Cook (2000) notes that the five-day waiting period in Brady Act was replaced with an instant checking system in 1998. Interestingly, there was an increase in gun-based suicides after this change in the legislation was made. However, the effect of the same was negated by the fact that this trend was not witnessed in the Brady-states alone. Rather, the trend was observed even in states where Brady was not enforced thus suggesting that some external factors may have been at play.
Contribution to knowledge
This study contributes to knowledge by giving insight into the already existing literature that evaluates the effects of the Brady Act. Of essence is this study look at previous studies and the attempt it does in evaluating the different studies to bring forth a more accurate conclusion.
Conclusions
Based on the evidence found in previous studies, it is apparent that the Brady Act did not attain the goals and objectives that Congress had when passing it. Although the Clinton administration, which the bill was passed under, still insisted that this assertion was baseless. In 1996 for example, the number of guns purchase proposals from the entire population in the 32 states where the Brady law was applicable was 44,000. In the same year however, gun-based homicides were at 66 percent in the same states, which was almost equal to the 65 percent late registered in 1991 (Cook, 2000). The evidence therefore suggests that there lacks a correlation between the number of declined weapon purchase requests and the number of gun-based homicides. This is to mean that the Brady Act failed.
Recommendations
In view of the findings noted above, this study recommends that though there could be some element of truth in the effectiveness of the Brady Act, the governments should consider some of the other factors affecting and contributing to increased rates of homicides and suicides. This recommendation is based on the fact that there are other possible means of committing either suicide or homicide. Such considerations could include factors such as economic stability of the vulnerable groups as well as ensuring that mental illnesses receive the necessary medical attention.

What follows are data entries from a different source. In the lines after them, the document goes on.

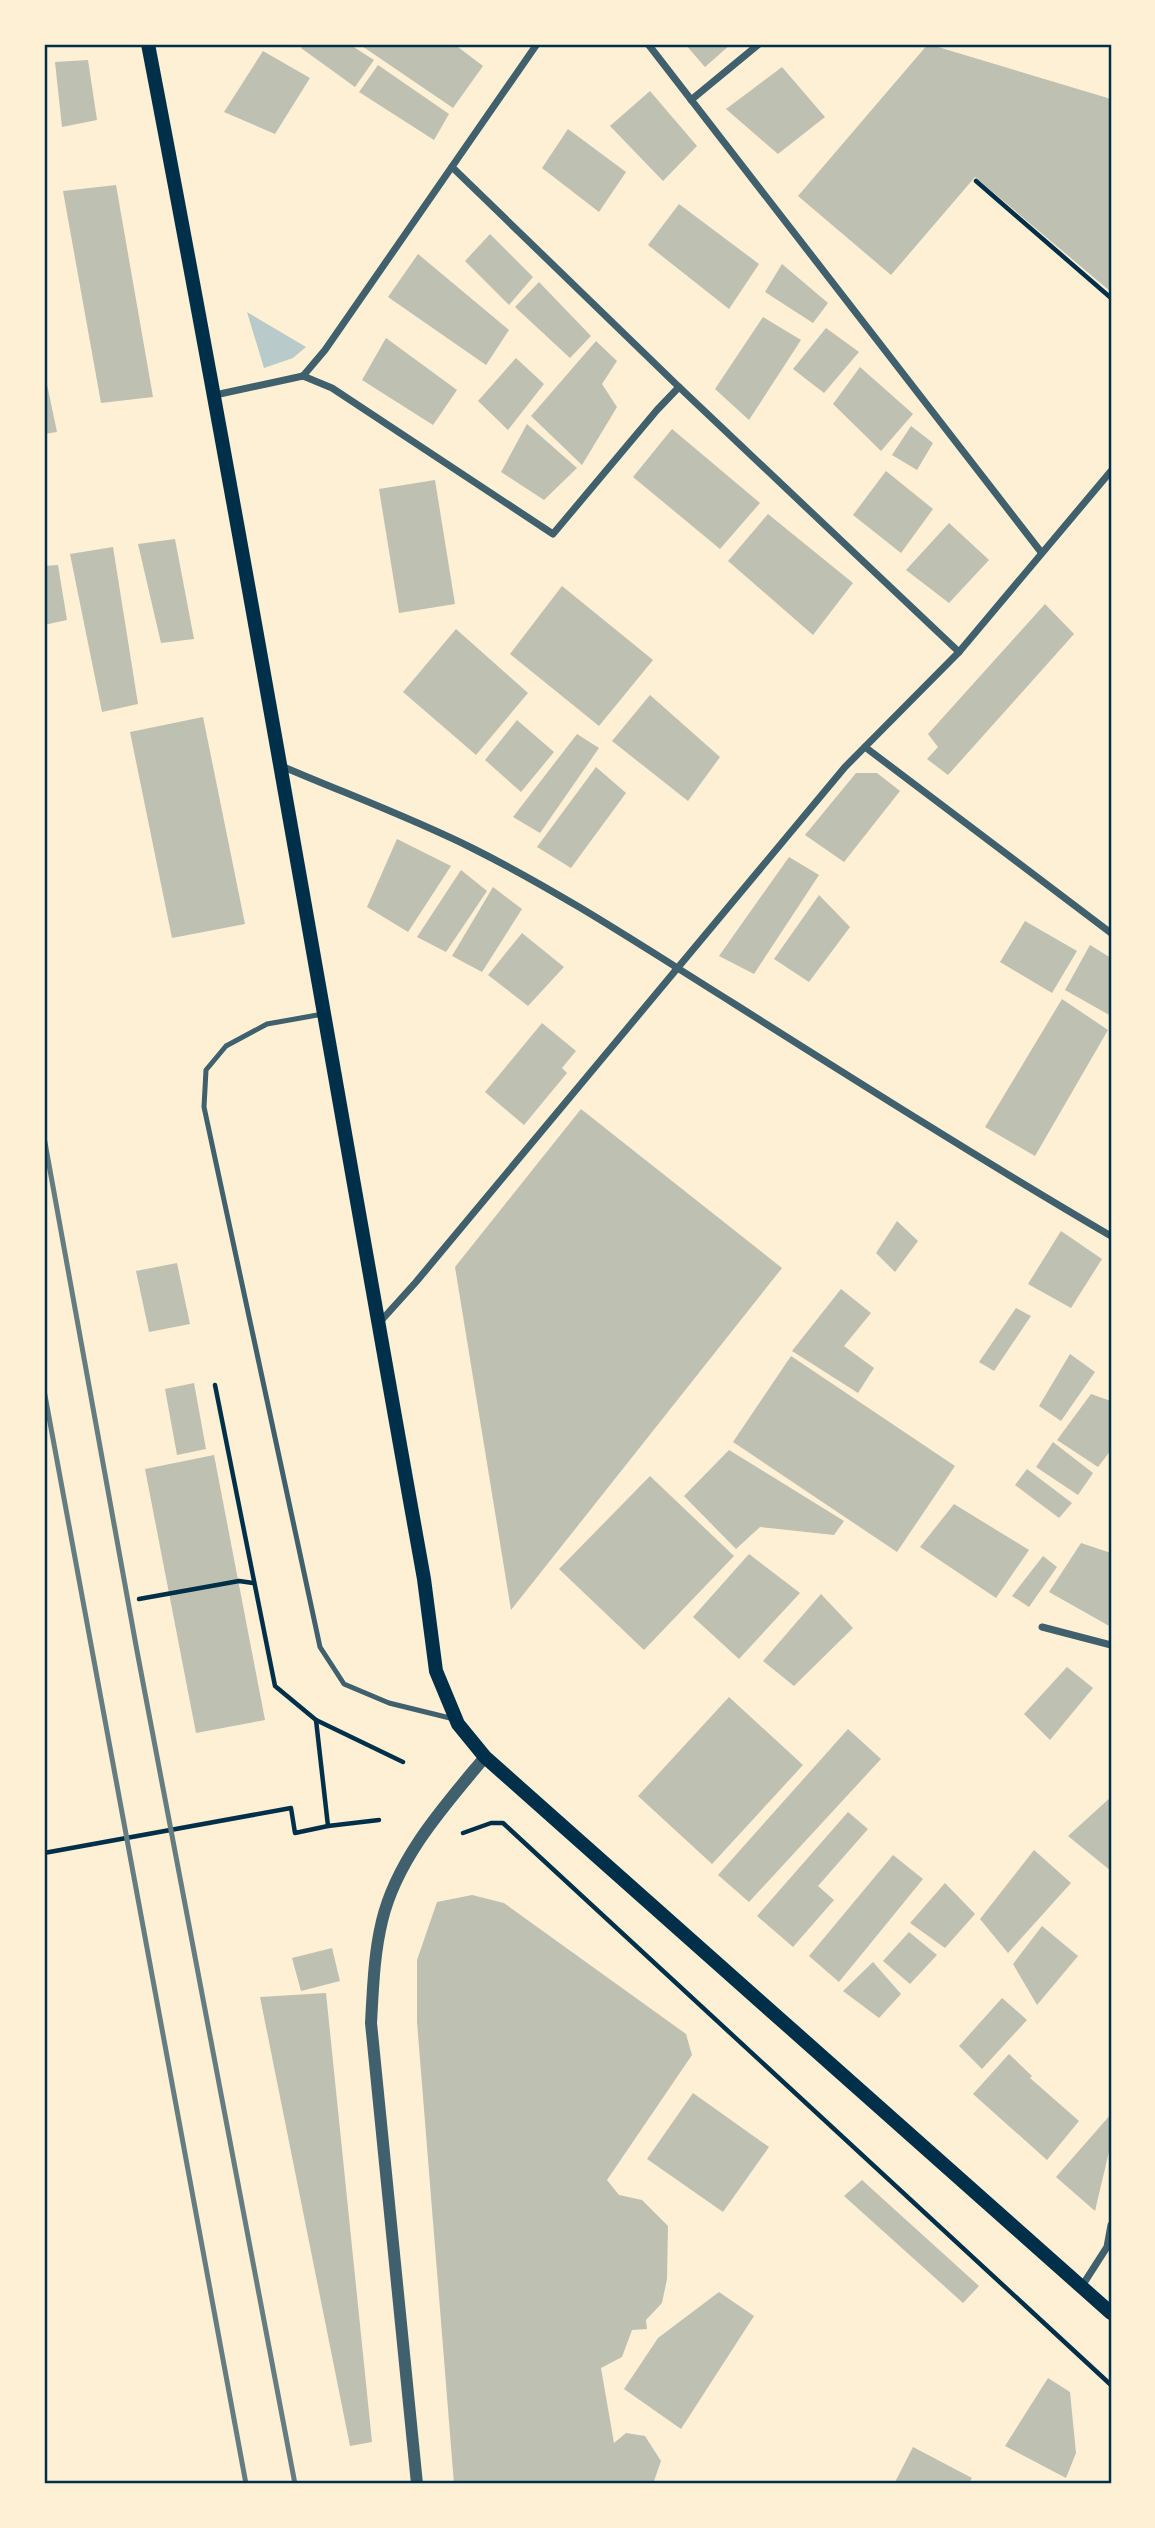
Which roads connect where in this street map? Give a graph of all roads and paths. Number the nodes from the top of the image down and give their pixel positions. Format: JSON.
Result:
{"nodes":[{"id":1,"x":148,"y":44,"type":"edge"},
{"id":2,"x":537,"y":44,"type":"edge"},
{"id":3,"x":648,"y":44,"type":"edge"},
{"id":4,"x":759,"y":44,"type":"edge"},
{"id":5,"x":691,"y":100,"type":"junction"},
{"id":6,"x":452,"y":167,"type":"junction"},
{"id":7,"x":976,"y":181,"type":"dead end"},
{"id":8,"x":1111,"y":298,"type":"edge"},
{"id":9,"x":303,"y":376,"type":"junction"},
{"id":10,"x":679,"y":387,"type":"junction"},
{"id":11,"x":215,"y":396,"type":"junction"},
{"id":12,"x":1111,"y":471,"type":"edge"},
{"id":13,"x":1041,"y":552,"type":"junction"},
{"id":14,"x":959,"y":652,"type":"junction"},
{"id":15,"x":866,"y":747,"type":"junction"},
{"id":16,"x":279,"y":765,"type":"junction"},
{"id":17,"x":1111,"y":933,"type":"edge"},
{"id":18,"x":679,"y":968,"type":"junction"},
{"id":19,"x":323,"y":1014,"type":"junction"},
{"id":20,"x":1111,"y":1236,"type":"edge"},
{"id":21,"x":378,"y":1323,"type":"junction"},
{"id":22,"x":215,"y":1385,"type":"dead end"},
{"id":23,"x":253,"y":1583,"type":"junction"},
{"id":24,"x":139,"y":1599,"type":"dead end"},
{"id":25,"x":1042,"y":1627,"type":"dead end"},
{"id":26,"x":1111,"y":1645,"type":"edge"},
{"id":27,"x":316,"y":1720,"type":"junction"},
{"id":28,"x":457,"y":1720,"type":"junction"},
{"id":29,"x":485,"y":1757,"type":"junction"},
{"id":30,"x":403,"y":1762,"type":"dead end"},
{"id":31,"x":379,"y":1821,"type":"dead end"},
{"id":32,"x":328,"y":1826,"type":"junction"},
{"id":33,"x":463,"y":1833,"type":"dead end"},
{"id":34,"x":44,"y":1853,"type":"edge"},
{"id":35,"x":1111,"y":2225,"type":"edge"},
{"id":36,"x":1082,"y":2286,"type":"junction"},
{"id":37,"x":1111,"y":2313,"type":"edge"},
{"id":38,"x":1111,"y":2385,"type":"edge"},
{"id":39,"x":417,"y":2484,"type":"edge"}],
"edges":[{"from":1,"to":11,"type":"main road"},
{"from":2,"to":6,"type":"street"},
{"from":3,"to":5,"type":"street"},
{"from":4,"to":5,"type":"street"},
{"from":5,"to":13,"type":"street"},
{"from":6,"to":9,"type":"street"},
{"from":6,"to":10,"type":"street"},
{"from":7,"to":8,"type":"path"},
{"from":9,"to":10,"type":"street"},
{"from":9,"to":11,"type":"street"},
{"from":10,"to":14,"type":"street"},
{"from":11,"to":16,"type":"main road"},
{"from":12,"to":13,"type":"street"},
{"from":13,"to":14,"type":"street"},
{"from":14,"to":15,"type":"street"},
{"from":15,"to":17,"type":"street"},
{"from":15,"to":18,"type":"street"},
{"from":16,"to":18,"type":"street"},
{"from":16,"to":19,"type":"main road"},
{"from":18,"to":20,"type":"street"},
{"from":18,"to":21,"type":"street"},
{"from":19,"to":21,"type":"main road"},
{"from":19,"to":28,"type":"lane"},
{"from":21,"to":28,"type":"main road"},
{"from":22,"to":23,"type":"path"},
{"from":23,"to":24,"type":"path"},
{"from":23,"to":27,"type":"path"},
{"from":25,"to":26,"type":"street"},
{"from":27,"to":30,"type":"path"},
{"from":27,"to":32,"type":"path"},
{"from":28,"to":29,"type":"main road"},
{"from":29,"to":36,"type":"main road"},
{"from":29,"to":39,"type":"street"},
{"from":31,"to":32,"type":"path"},
{"from":32,"to":34,"type":"path"},
{"from":33,"to":38,"type":"path"},
{"from":35,"to":36,"type":"street"},
{"from":36,"to":37,"type":"main road"}]}
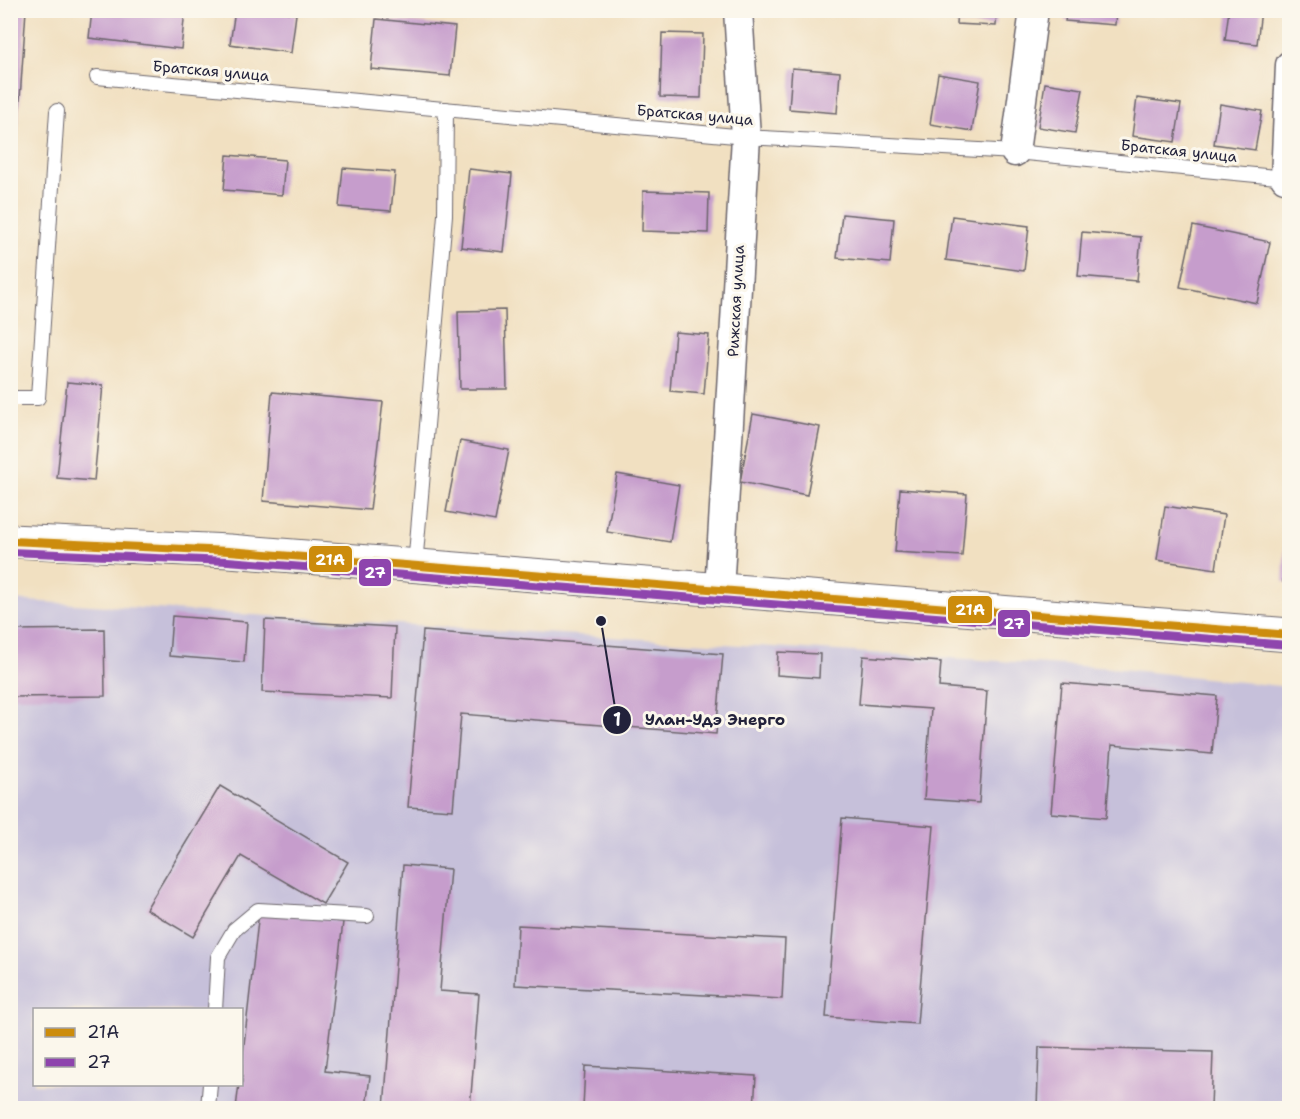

This study also recommends that though there is no quantifiable data to suggest that the Brady Act was effective in reducing the number of homicides and suicides, the law should remain in place, since it has been established that the screening has significantly reduced the sale of weapons to people who were under felony indictment or had been convicted of a felony. This study however suggests that this can only be the case if regulations are put in place for the secondary gun market too.
References
Brigham, J. (2003). Lethal Means restrictions: Its Value and Its Problems. Web.
Cook, P.C. (2000). Has the Brady Act been Successful? Web.
Kapusta, N.D., Etzersdorfer, E, Krall, C & Sonneck (2007). Firearm legislation reform in the European Union: Impact on firearm avail ability, firearm suicide and homicide rates in Austria. British Journal of Psychiatry 191(2):253-257.
Ludwig, J. & Cook, P.J. (2000). Homicide and suicide rates associated with implementation of the Brady Handgun Violence Prevention Act. Journal of the American Medical Association 284 (5): 585-591. Web.
Manson, D.A., Gilliard, D. K. & Lauver, G. (1999). Presale Handgun Checks, the Brady Interim Period, 1994-98. Bureau of Justice Statistics Bulletin NCJ 175034:1-11.
Price, M. & Norris, D.M. (2008). National Instant Criminal Background check improvement Act: Implications for persons with Mental Illness. The Journal of American Academy of Psychiatry and the Law 36(1): 123-128.
Price, W.H. & Whatmore, P. B. (1967). Behavior disorders and pattern of crime among XYY males identified at a maximum security hospital. British Medical Journal 1(5539): 533-536.
Stevens, J., Hasbrouck, L.M., Durant, T.M., Et al. (1999). Surveillance for Injuries and Violence among older adults. MMWR Morb Mortal Weekly Rep. 48 (2):27-50.